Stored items
^^^^^^^^

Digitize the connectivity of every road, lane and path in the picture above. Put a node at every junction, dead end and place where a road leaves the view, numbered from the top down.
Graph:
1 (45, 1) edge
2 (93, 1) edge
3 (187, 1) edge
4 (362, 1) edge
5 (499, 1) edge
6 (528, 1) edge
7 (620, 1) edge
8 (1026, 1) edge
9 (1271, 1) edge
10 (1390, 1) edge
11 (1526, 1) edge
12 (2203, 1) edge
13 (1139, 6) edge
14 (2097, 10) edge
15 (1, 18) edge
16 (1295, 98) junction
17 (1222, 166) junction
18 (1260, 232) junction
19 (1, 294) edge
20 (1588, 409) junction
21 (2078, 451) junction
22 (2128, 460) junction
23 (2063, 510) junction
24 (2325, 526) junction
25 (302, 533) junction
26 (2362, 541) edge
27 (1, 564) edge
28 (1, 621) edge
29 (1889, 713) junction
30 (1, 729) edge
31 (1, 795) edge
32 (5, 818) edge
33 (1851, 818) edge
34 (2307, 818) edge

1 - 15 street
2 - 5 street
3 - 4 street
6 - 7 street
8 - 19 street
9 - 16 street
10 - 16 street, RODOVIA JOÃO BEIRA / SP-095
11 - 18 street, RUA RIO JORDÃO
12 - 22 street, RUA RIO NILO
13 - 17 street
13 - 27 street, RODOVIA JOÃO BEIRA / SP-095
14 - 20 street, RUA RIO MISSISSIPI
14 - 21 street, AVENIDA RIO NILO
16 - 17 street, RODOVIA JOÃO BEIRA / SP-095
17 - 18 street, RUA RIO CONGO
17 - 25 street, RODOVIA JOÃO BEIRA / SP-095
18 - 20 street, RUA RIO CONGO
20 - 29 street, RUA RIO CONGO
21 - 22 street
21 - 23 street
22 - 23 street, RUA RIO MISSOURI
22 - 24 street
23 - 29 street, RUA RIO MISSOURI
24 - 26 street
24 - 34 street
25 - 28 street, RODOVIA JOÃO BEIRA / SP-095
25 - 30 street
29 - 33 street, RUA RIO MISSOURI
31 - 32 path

^^^^^^^^

[Exercise objective] Each line in the entries above that includes the word "JOÃO" counts once; state the total and nothing else.

[Output for this exercise] 5